Conclusions et prochaines étapes
En conclusion, cette étude a permis d’identifier la proportion des symptômes cliniques d’anxiété et de dépression ainsi que le niveau de santé mentale des athlètes en développement québécois. Elle a aussi permis d’identifier des facteurs clés pouvant potentiellement influencer les symptômes de troubles de santé mentale, incluant la violence psychologique. Cela ouvre la voie à l’élaboration de politiques visant à protéger la santé mentale et la sécurité des athlètes en développement. En agissant rapidement contre la violence psychologique, on peut prévenir des effets négatifs à long terme et améliorer les expériences sportives des athlètes. L’étude souligne également l’importance de la performance mentale comme facteur de protection pour la santé mentale, ce qui nécessite d’intégrer cet aspect dans les interventions. Il est essentiel de fournir des ressources, comme l’accès à des consultants en performance mentale (CMPC) à tous les niveaux de développement, pour soutenir ces athlètes. Enfin, davantage de recherches sont nécessaires pour mieux comprendre les enjeux liés à la santé mentale des jeunes athlètes et développer des soutiens adaptés.
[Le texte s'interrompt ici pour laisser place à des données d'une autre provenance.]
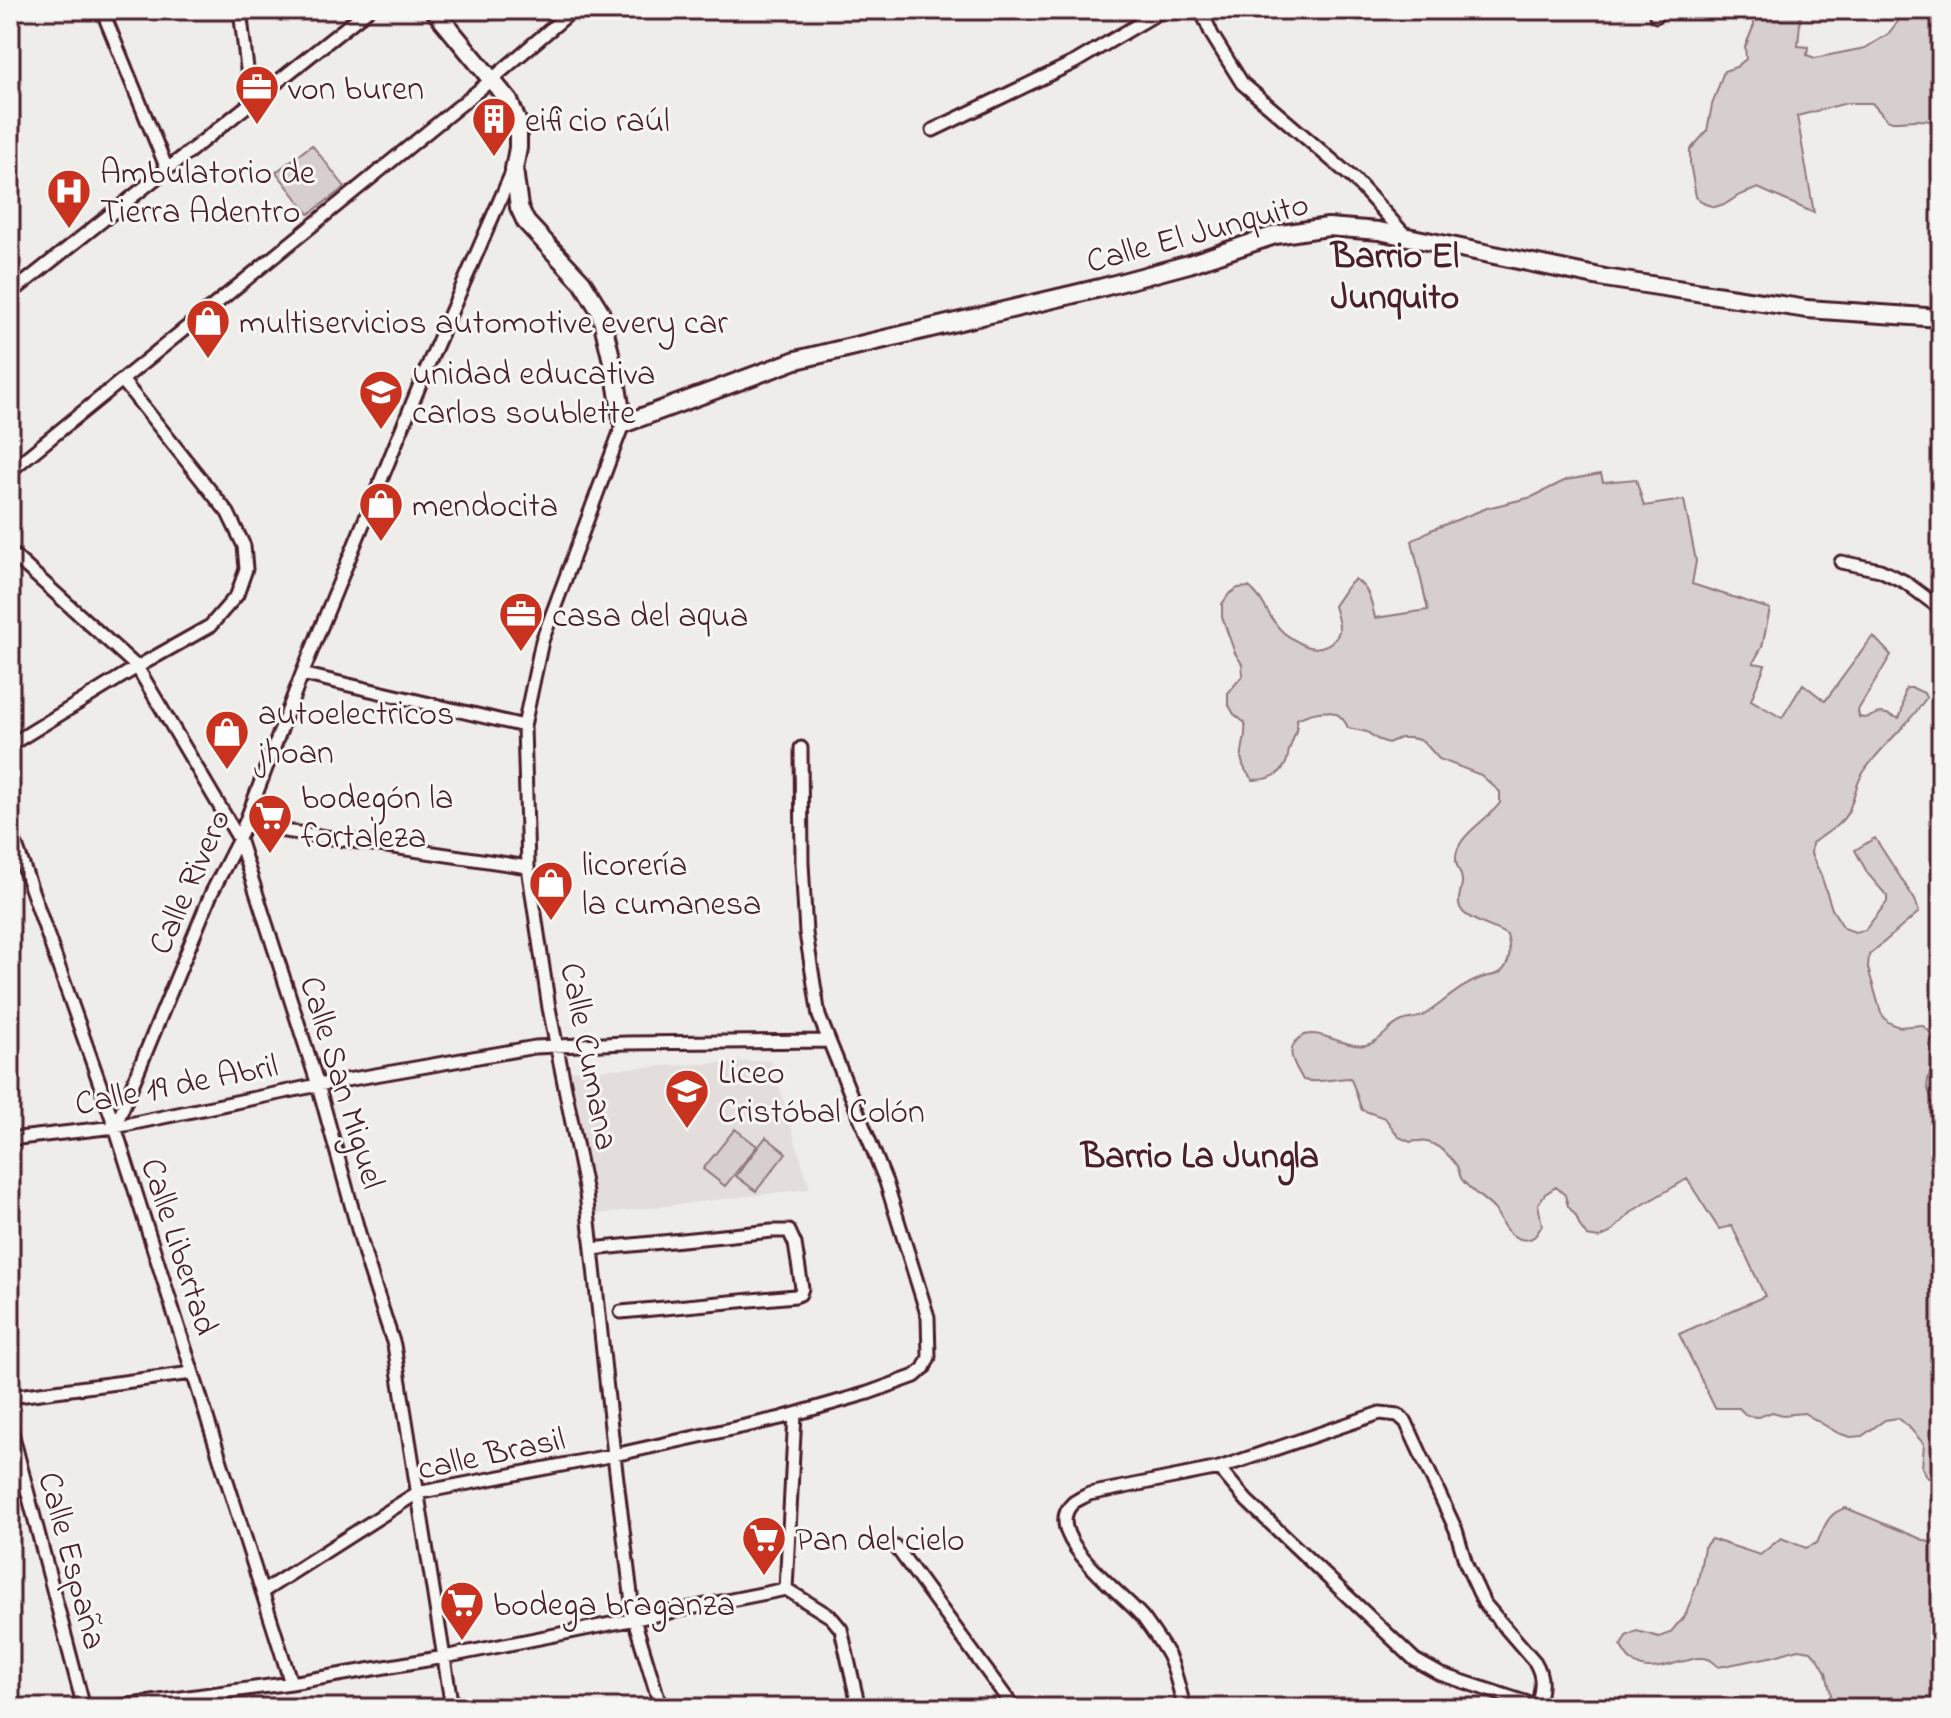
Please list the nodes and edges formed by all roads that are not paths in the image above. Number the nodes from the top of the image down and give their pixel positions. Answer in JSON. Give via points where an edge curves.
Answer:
{"nodes":[{"id":1,"x":102,"y":10,"type":"edge"},
{"id":2,"x":240,"y":10,"type":"edge"},
{"id":3,"x":368,"y":10,"type":"edge"},
{"id":4,"x":434,"y":10,"type":"edge"},
{"id":5,"x":573,"y":10,"type":"edge"},
{"id":6,"x":690,"y":10,"type":"edge"},
{"id":7,"x":700,"y":10,"type":"edge"},
{"id":8,"x":1163,"y":10,"type":"edge"},
{"id":9,"x":1201,"y":10,"type":"edge"},
{"id":10,"x":490,"y":81,"type":"junction"},
{"id":11,"x":251,"y":102,"type":"junction"},
{"id":12,"x":933,"y":130,"type":"dead end"},
{"id":13,"x":167,"y":169,"type":"junction"},
{"id":14,"x":514,"y":169,"type":"junction"},
{"id":15,"x":1406,"y":237,"type":"junction"},
{"id":16,"x":10,"y":294,"type":"edge"},
{"id":17,"x":1941,"y":318,"type":"edge"},
{"id":18,"x":122,"y":380,"type":"junction"},
{"id":19,"x":623,"y":424,"type":"junction"},
{"id":20,"x":10,"y":471,"type":"edge"},
{"id":21,"x":10,"y":552,"type":"edge"},
{"id":22,"x":1841,"y":562,"type":"dead end"},
{"id":23,"x":1941,"y":609,"type":"edge"},
{"id":24,"x":137,"y":667,"type":"junction"},
{"id":25,"x":302,"y":674,"type":"junction"},
{"id":26,"x":524,"y":726,"type":"junction"},
{"id":27,"x":10,"y":745,"type":"edge"},
{"id":28,"x":801,"y":748,"type":"dead end"},
{"id":29,"x":244,"y":825,"type":"junction"},
{"id":30,"x":10,"y":828,"type":"edge"},
{"id":31,"x":239,"y":839,"type":"junction"},
{"id":32,"x":528,"y":867,"type":"junction"},
{"id":33,"x":828,"y":1041,"type":"junction"},
{"id":34,"x":557,"y":1047,"type":"junction"},
{"id":35,"x":318,"y":1085,"type":"junction"},
{"id":36,"x":115,"y":1127,"type":"junction"},
{"id":37,"x":10,"y":1139,"type":"edge"},
{"id":38,"x":592,"y":1249,"type":"junction"},
{"id":39,"x":621,"y":1312,"type":"dead end"},
{"id":40,"x":192,"y":1373,"type":"junction"},
{"id":41,"x":10,"y":1397,"type":"edge"},
{"id":42,"x":795,"y":1414,"type":"junction"},
{"id":43,"x":10,"y":1425,"type":"edge"},
{"id":44,"x":614,"y":1455,"type":"junction"},
{"id":45,"x":1219,"y":1468,"type":"junction"},
{"id":46,"x":417,"y":1493,"type":"junction"},
{"id":47,"x":896,"y":1547,"type":"dead end"},
{"id":48,"x":786,"y":1589,"type":"junction"},
{"id":49,"x":262,"y":1592,"type":"junction"},
{"id":50,"x":634,"y":1619,"type":"junction"},
{"id":51,"x":444,"y":1657,"type":"junction"},
{"id":52,"x":291,"y":1683,"type":"junction"},
{"id":53,"x":1540,"y":1707,"type":"edge"},
{"id":54,"x":84,"y":1708,"type":"edge"},
{"id":55,"x":108,"y":1708,"type":"edge"},
{"id":56,"x":452,"y":1708,"type":"edge"},
{"id":57,"x":661,"y":1708,"type":"edge"},
{"id":58,"x":859,"y":1708,"type":"edge"},
{"id":59,"x":1014,"y":1708,"type":"edge"},
{"id":60,"x":1185,"y":1708,"type":"edge"}],
"edges":[{"from":1,"to":13,"type":"street"},
{"from":2,"to":11,"type":"street"},
{"from":3,"to":11,"type":"street"},
{"from":4,"to":10,"type":"street","name":"Calle Cumana"},
{"from":5,"to":10,"type":"street"},
{"from":6,"to":7,"type":"street"},
{"from":8,"to":12,"type":"street","via":[[1075,62]]},
{"from":9,"to":15,"type":"street","via":[[1242,83],[1355,180]]},
{"from":10,"to":14,"type":"street","name":"Calle Cumana","via":[[509,101],[518,123]]},
{"from":10,"to":18,"type":"street"},
{"from":11,"to":13,"type":"street"},
{"from":13,"to":16,"type":"street"},
{"from":14,"to":19,"type":"street","name":"Calle Cumana","via":[[526,222],[582,282],[600,311]]},
{"from":14,"to":25,"type":"street","name":"Calle Rivero"},
{"from":15,"to":17,"type":"street","name":"Calle El Junquito","via":[[1605,278],[1807,309]]},
{"from":15,"to":19,"type":"street","name":"Calle El Junquito","via":[[1328,227],[1275,235],[1100,288],[796,360]]},
{"from":18,"to":20,"type":"street"},
{"from":18,"to":24,"type":"street","via":[[228,513],[244,546],[246,569],[237,595],[210,626]]},
{"from":19,"to":26,"type":"street","name":"Calle Cumana","via":[[542,641]]},
{"from":21,"to":24,"type":"street","name":"Calle San Miguel"},
{"from":22,"to":23,"type":"street","via":[[1880,570]]},
{"from":24,"to":27,"type":"street"},
{"from":24,"to":31,"type":"street","name":"Calle San Miguel"},
{"from":25,"to":26,"type":"street"},
{"from":25,"to":29,"type":"street","name":"Calle Rivero"},
{"from":26,"to":32,"type":"street","name":"Calle Cumana"},
{"from":28,"to":33,"type":"street","name":"calle Brasil","via":[[806,933]]},
{"from":29,"to":31,"type":"street","name":"Calle Rivero"},
{"from":29,"to":32,"type":"street"},
{"from":30,"to":36,"type":"street","name":"Calle Libertad"},
{"from":31,"to":35,"type":"street","name":"Calle San Miguel"},
{"from":31,"to":36,"type":"street","name":"Calle Rivero"},
{"from":32,"to":34,"type":"street","name":"Calle Cumana"},
{"from":33,"to":34,"type":"street","name":"Calle 19 de Abril"},
{"from":33,"to":42,"type":"street","name":"calle Brasil","via":[[886,1182],[928,1317],[929,1357],[915,1376]]},
{"from":34,"to":35,"type":"street","name":"Calle 19 de Abril"},
{"from":34,"to":38,"type":"street","name":"Calle Cumana"},
{"from":35,"to":36,"type":"street","name":"Calle 19 de Abril"},
{"from":35,"to":46,"type":"street","name":"Calle San Miguel","via":[[394,1345]]},
{"from":36,"to":37,"type":"street","name":"Calle 19 de Abril"},
{"from":36,"to":40,"type":"street","name":"Calle Libertad"},
{"from":38,"to":39,"type":"street","via":[[772,1231],[789,1231],[794,1239],[800,1294]]},
{"from":38,"to":44,"type":"street","name":"Calle Cumana"},
{"from":40,"to":41,"type":"street"},
{"from":40,"to":49,"type":"street","name":"Calle Libertad"},
{"from":42,"to":44,"type":"street","name":"calle Brasil"},
{"from":42,"to":48,"type":"street"},
{"from":43,"to":54,"type":"street","name":"Calle España"},
{"from":44,"to":46,"type":"street","name":"calle Brasil"},
{"from":44,"to":50,"type":"street","name":"Calle Cumana"},
{"from":45,"to":53,"type":"street","via":[[1415,1660],[1440,1674]]},
{"from":45,"to":53,"type":"street","via":[[1380,1413],[1398,1415],[1456,1530],[1484,1603],[1539,1669]]},
{"from":45,"to":60,"type":"street","via":[[1089,1494],[1067,1510],[1065,1522],[1078,1553],[1143,1617],[1168,1656]]},
{"from":46,"to":49,"type":"street","name":"calle Brasil"},
{"from":46,"to":51,"type":"street","name":"Calle San Miguel"},
{"from":47,"to":59,"type":"street"},
{"from":48,"to":50,"type":"street"},
{"from":48,"to":58,"type":"street","via":[[841,1629]]},
{"from":49,"to":52,"type":"street","name":"Calle Libertad"},
{"from":50,"to":51,"type":"street"},
{"from":50,"to":57,"type":"street","name":"Calle Cumana"},
{"from":51,"to":52,"type":"street"},
{"from":51,"to":56,"type":"street","name":"Calle San Miguel"},
{"from":52,"to":55,"type":"street"}]}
Les prochaines étapes se concentreront principalement à terminer les deux autres études. La deuxième étude se concentre sur l’identification des barrières et des facilitateurs aux ressources en santé mentale, selon la perception des athlètes en développement et des entraîneurs. Enfin, la troisième étude porte sur la conceptualisation, la mise en place et l’évaluation d’une intervention visant à normaliser l’importance de la santé mentale dans les environnements sportifs des athlètes en développement. En d’autres mots, cette étude permettra de former des entraîneurs d’athlètes en développement à intégrer des pratiques favorables au soutien de la santé mentale des athlètes dans leur coaching. Grâce à cette formation, les entraîneurs seront mieux équipés pour créer un environnement sportif sécuritaire favorisant le développement et l’attente à l’excellence de ces athlètes. Cette initiative contribuera à sensibiliser l’ensemble de la communauté sportive à l’importance de la santé mentale, facilitant ainsi une approche holistique du développement des athlètes en développement.